━━━━━ Records provided ━━━━━

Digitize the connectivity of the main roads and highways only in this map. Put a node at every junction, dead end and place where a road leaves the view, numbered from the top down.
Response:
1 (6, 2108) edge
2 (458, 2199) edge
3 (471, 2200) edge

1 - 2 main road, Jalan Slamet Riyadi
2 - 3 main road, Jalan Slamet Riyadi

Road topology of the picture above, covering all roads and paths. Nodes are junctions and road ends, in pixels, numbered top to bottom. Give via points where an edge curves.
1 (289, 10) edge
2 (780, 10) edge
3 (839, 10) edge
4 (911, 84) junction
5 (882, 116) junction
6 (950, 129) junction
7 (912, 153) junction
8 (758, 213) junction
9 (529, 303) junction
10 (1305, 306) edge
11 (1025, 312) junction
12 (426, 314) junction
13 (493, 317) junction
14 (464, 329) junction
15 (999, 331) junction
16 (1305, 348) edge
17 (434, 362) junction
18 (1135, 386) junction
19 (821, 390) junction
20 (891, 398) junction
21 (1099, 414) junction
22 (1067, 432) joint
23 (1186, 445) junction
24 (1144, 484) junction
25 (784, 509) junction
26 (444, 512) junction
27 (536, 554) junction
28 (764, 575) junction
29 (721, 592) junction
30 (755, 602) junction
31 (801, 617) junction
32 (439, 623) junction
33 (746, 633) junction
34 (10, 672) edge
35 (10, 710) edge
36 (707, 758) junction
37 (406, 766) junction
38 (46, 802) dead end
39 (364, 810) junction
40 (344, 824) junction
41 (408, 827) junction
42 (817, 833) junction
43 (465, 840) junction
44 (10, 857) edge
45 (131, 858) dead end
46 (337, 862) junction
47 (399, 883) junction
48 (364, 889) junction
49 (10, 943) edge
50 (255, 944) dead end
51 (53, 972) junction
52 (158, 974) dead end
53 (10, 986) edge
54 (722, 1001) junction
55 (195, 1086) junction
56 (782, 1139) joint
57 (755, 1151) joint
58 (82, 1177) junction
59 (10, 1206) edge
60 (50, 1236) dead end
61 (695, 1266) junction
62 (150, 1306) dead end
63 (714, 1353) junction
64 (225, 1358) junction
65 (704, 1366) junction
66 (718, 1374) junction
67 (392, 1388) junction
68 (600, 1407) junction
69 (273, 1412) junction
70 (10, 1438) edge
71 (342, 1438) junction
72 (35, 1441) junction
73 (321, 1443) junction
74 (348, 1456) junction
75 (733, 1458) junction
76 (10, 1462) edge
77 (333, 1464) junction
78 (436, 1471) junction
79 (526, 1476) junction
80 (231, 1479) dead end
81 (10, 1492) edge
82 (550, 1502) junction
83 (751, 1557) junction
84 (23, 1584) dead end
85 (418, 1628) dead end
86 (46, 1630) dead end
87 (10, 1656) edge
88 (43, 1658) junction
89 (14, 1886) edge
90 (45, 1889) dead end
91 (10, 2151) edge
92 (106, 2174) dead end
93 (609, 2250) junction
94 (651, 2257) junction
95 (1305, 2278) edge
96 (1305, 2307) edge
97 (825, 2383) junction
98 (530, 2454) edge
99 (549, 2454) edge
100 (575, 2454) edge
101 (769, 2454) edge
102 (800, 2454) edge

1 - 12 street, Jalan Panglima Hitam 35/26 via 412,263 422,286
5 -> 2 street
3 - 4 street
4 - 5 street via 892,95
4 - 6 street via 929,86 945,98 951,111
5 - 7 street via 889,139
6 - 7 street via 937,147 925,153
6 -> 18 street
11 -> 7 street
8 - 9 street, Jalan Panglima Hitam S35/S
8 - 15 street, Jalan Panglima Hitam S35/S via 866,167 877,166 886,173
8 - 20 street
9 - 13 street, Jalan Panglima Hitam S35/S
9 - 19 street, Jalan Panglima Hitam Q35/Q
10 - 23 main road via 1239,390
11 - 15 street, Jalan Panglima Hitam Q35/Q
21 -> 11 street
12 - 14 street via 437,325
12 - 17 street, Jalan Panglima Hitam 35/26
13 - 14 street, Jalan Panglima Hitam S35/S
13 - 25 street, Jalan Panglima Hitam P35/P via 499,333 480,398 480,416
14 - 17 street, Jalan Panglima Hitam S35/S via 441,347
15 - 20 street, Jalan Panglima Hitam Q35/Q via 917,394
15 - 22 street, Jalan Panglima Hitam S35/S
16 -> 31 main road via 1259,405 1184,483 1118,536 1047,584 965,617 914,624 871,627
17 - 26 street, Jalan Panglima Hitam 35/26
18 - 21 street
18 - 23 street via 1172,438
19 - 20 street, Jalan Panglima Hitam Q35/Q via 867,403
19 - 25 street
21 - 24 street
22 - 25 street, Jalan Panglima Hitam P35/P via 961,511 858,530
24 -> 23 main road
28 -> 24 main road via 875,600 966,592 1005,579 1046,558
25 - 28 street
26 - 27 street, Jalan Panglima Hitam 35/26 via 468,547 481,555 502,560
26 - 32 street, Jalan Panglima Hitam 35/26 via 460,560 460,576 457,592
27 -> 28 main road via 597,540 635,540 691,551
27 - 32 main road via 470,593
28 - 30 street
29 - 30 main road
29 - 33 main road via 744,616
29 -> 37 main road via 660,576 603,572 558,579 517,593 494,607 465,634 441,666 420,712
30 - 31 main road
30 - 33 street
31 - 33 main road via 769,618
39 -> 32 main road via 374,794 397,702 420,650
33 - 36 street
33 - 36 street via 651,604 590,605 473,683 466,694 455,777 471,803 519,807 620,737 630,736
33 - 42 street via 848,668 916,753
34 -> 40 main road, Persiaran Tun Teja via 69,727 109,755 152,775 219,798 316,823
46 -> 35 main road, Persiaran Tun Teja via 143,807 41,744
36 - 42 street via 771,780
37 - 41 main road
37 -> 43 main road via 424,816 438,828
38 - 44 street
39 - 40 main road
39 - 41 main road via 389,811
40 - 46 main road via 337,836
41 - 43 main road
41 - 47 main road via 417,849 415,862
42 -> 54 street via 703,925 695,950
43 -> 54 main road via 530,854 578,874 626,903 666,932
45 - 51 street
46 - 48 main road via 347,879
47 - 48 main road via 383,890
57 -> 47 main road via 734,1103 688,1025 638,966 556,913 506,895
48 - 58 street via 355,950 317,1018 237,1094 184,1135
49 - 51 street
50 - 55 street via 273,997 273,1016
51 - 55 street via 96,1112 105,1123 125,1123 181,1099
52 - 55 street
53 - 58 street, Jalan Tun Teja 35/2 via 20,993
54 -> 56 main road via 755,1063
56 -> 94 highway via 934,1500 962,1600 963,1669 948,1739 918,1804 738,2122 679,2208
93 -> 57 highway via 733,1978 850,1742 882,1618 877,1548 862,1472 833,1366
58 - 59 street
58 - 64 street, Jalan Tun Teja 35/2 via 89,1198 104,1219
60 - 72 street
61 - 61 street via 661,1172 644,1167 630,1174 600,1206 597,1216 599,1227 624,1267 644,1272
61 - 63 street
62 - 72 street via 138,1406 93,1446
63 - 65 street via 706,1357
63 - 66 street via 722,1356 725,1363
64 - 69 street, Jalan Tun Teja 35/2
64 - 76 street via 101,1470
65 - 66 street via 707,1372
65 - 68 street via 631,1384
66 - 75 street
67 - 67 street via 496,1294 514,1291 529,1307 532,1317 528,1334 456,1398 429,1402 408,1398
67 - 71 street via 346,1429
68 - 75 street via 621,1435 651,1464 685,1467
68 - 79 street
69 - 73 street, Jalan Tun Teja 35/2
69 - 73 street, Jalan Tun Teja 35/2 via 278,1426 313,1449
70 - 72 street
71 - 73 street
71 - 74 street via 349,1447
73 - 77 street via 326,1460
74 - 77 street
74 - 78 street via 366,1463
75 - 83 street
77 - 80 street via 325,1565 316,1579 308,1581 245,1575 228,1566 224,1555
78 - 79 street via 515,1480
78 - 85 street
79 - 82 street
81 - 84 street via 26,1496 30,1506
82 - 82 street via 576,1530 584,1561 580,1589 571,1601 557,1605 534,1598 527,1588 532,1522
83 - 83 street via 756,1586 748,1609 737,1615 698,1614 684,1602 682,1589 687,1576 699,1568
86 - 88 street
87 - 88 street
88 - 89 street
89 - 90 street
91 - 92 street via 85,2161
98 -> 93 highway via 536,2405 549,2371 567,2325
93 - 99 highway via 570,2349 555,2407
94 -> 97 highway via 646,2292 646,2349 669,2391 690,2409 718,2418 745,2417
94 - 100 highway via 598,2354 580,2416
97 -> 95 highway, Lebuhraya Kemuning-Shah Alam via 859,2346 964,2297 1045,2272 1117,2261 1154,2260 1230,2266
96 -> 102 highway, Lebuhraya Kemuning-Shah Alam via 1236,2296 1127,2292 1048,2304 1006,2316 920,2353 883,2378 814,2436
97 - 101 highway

━━━━━

■ **Your task**
Copy each line of the records above that carries the word "Alam".

■ **Exercise result**
97 -> 95 highway, Lebuhraya Kemuning-Shah Alam via 859,2346 964,2297 1045,2272 1117,2261 1154,2260 1230,2266
96 -> 102 highway, Lebuhraya Kemuning-Shah Alam via 1236,2296 1127,2292 1048,2304 1006,2316 920,2353 883,2378 814,2436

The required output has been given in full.